→ AIM OF THE TASK
Note each line in the data below that holds "ซอยปานนาค", and copy it.

Saved entries

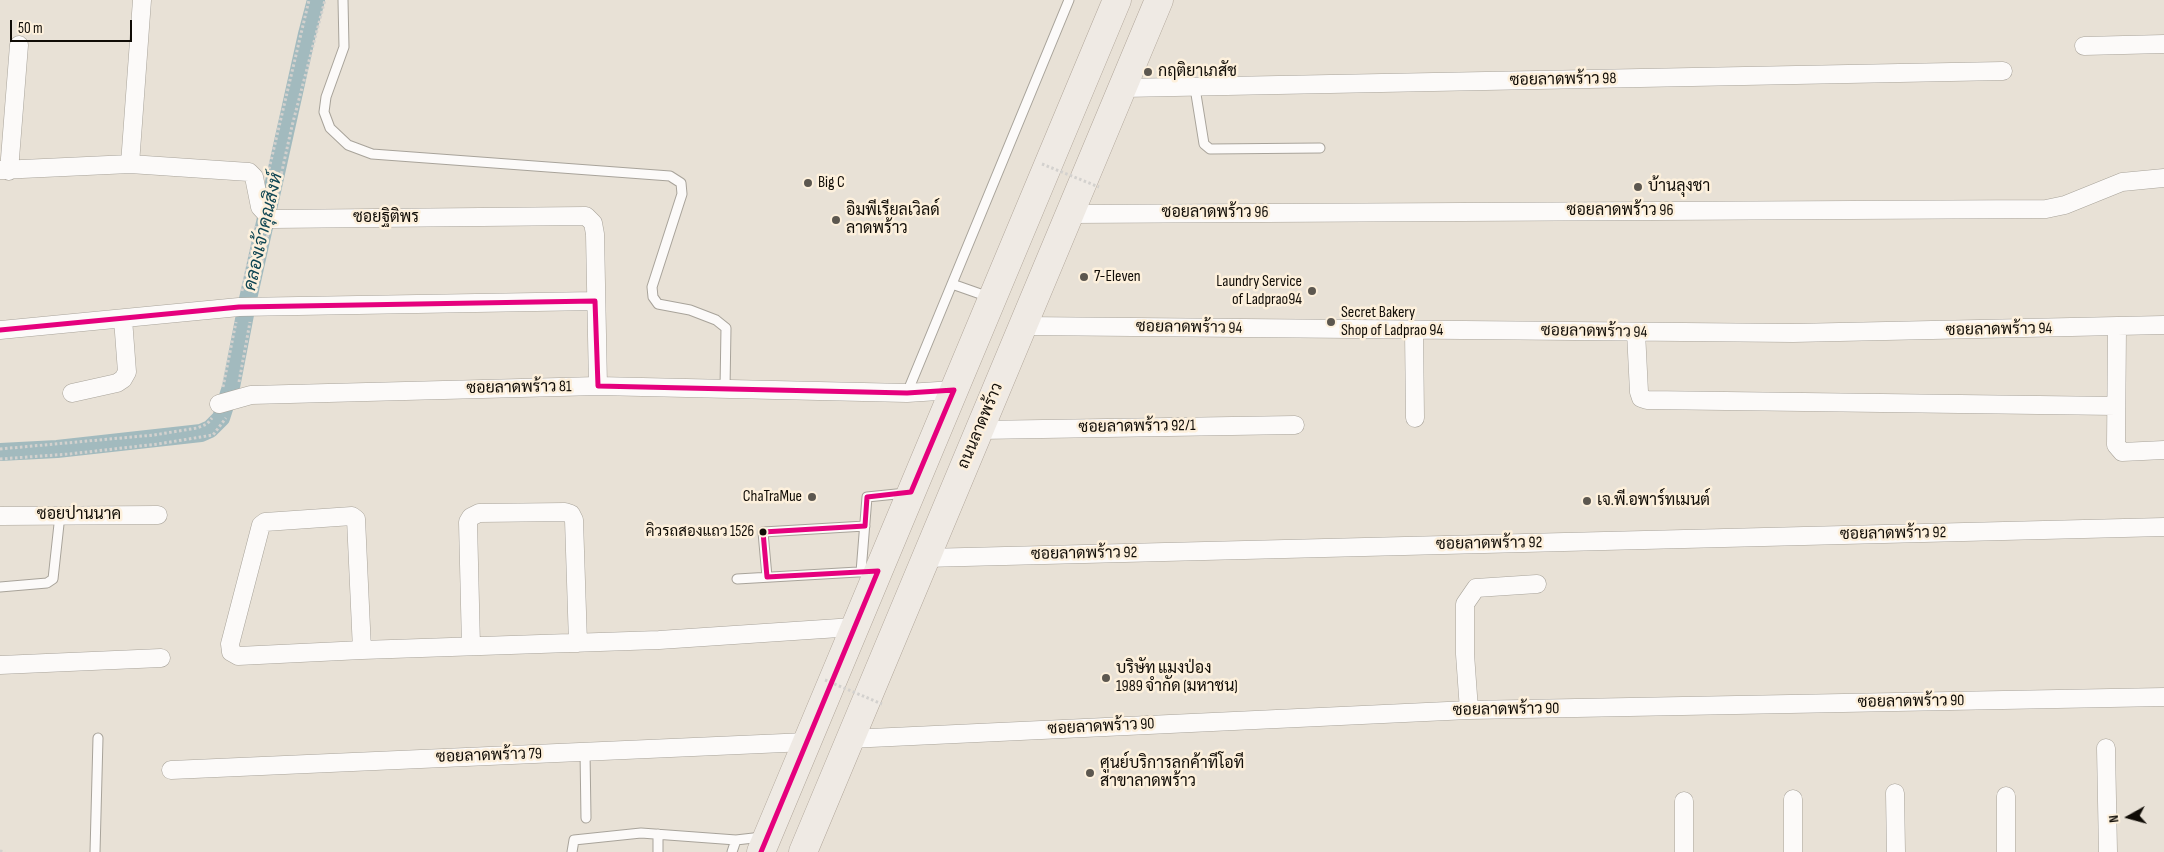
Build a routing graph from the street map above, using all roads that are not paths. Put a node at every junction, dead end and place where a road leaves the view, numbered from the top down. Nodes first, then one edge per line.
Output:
1 (142, 0) edge
2 (343, 0) edge
3 (1069, 0) edge
4 (1117, 0) edge
5 (1159, 0) edge
6 (2164, 44) edge
7 (19, 45) dead end
8 (2084, 46) dead end
9 (2003, 71) dead end
10 (1123, 88) junction
11 (1195, 88) junction
12 (1320, 148) dead end
13 (130, 164) junction
14 (5, 170) edge
15 (2164, 178) edge
16 (1070, 214) junction
17 (952, 284) junction
18 (992, 299) junction
19 (595, 301) junction
20 (123, 319) junction
21 (2164, 325) edge
22 (1024, 326) junction
23 (2117, 328) junction
24 (0, 330) edge
25 (1414, 330) junction
26 (1636, 332) junction
27 (598, 386) junction
28 (725, 388) junction
29 (954, 390) junction
30 (72, 392) dead end
31 (907, 393) junction
32 (227, 401) dead end
33 (2116, 406) junction
34 (1415, 418) dead end
35 (1295, 425) dead end
36 (980, 430) junction
37 (2164, 450) edge
38 (911, 492) junction
39 (60, 514) junction
40 (158, 515) dead end
41 (0, 516) edge
42 (865, 526) junction
43 (2164, 527) edge
44 (924, 558) junction
45 (870, 572) junction
46 (767, 577) junction
47 (738, 579) dead end
48 (1537, 584) dead end
49 (0, 587) edge
50 (854, 627) junction
51 (578, 643) junction
52 (471, 646) junction
53 (362, 650) junction
54 (161, 658) dead end
55 (0, 665) edge
56 (2164, 697) edge
57 (1469, 710) junction
58 (98, 738) dead end
59 (849, 739) junction
60 (807, 742) junction
61 (2106, 748) dead end
62 (585, 752) junction
63 (171, 770) dead end
64 (1895, 793) dead end
65 (2006, 796) dead end
66 (1793, 799) dead end
67 (1684, 801) dead end
68 (586, 818) dead end
69 (658, 834) junction
70 (736, 840) junction
71 (764, 844) edge
72 (95, 852) edge
73 (572, 852) edge
74 (658, 852) edge
75 (732, 852) edge
76 (803, 852) edge
77 (1684, 852) edge
78 (1793, 852) edge
79 (1896, 852) edge
80 (2006, 852) edge
81 (2108, 852) edge

1 - 13 street
2 - 28 lane
3 - 17 lane
4 - 18 main road
5 - 10 main road, ถนนลาดพร้าว
6 - 8 street
7 - 14 street
9 - 11 street, ซอยลาดพร้าว 98
10 - 11 street, ซอยลาดพร้าว 98
10 - 16 main road, ถนนลาดพร้าว
11 - 12 lane
13 - 14 street, ซอยฐิติพร
13 - 19 street, ซอยฐิติพร
15 - 16 street, ซอยลาดพร้าว 96
16 - 22 main road, ถนนลาดพร้าว
17 - 18 lane
17 - 31 lane
18 - 29 main road
19 - 20 street
19 - 27 street, ซอยฐิติพร
20 - 24 street
20 - 30 street
21 - 23 street, ซอยลาดพร้าว 94
22 - 25 street, ซอยลาดพร้าว 94
22 - 36 main road, ถนนลาดพร้าว
23 - 26 street, ซอยลาดพร้าว 94
23 - 33 street
25 - 26 street, ซอยลาดพร้าว 94
25 - 34 street
26 - 33 street
27 - 28 street, ซอยลาดพร้าว 81
27 - 32 street, ซอยลาดพร้าว 81
28 - 31 street, ซอยลาดพร้าว 81
29 - 31 street, ซอยลาดพร้าว 81
29 - 38 main road
33 - 37 street
35 - 36 street, ซอยลาดพร้าว 92/1
36 - 44 main road, ถนนลาดพร้าว
38 - 42 lane
38 - 45 main road
39 - 40 street, ซอยปานนาค
39 - 41 street, ซอยปานนาค
39 - 49 lane
42 - 45 lane
42 - 46 lane
43 - 44 street, ซอยลาดพร้าว 92
44 - 59 main road, ถนนลาดพร้าว
45 - 46 lane
45 - 50 main road
46 - 47 lane
48 - 57 street
50 - 51 street
50 - 60 main road
51 - 52 street
51 - 52 street
52 - 53 street
53 - 53 street
54 - 55 street
56 - 57 street, ซอยลาดพร้าว 90
57 - 59 street, ซอยลาดพร้าว 90
58 - 72 lane
59 - 76 main road, ถนนลาดพร้าว
60 - 62 street, ซอยลาดพร้าว 79
60 - 71 main road
61 - 81 street
62 - 63 street, ซอยลาดพร้าว 79
62 - 68 lane
64 - 79 street
65 - 80 street
66 - 78 street
67 - 77 street
69 - 70 lane
69 - 73 lane
69 - 74 lane
70 - 71 lane
70 - 75 lane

→ EXERCISE SOLUTION
39 - 40 street, ซอยปานนาค
39 - 41 street, ซอยปานนาค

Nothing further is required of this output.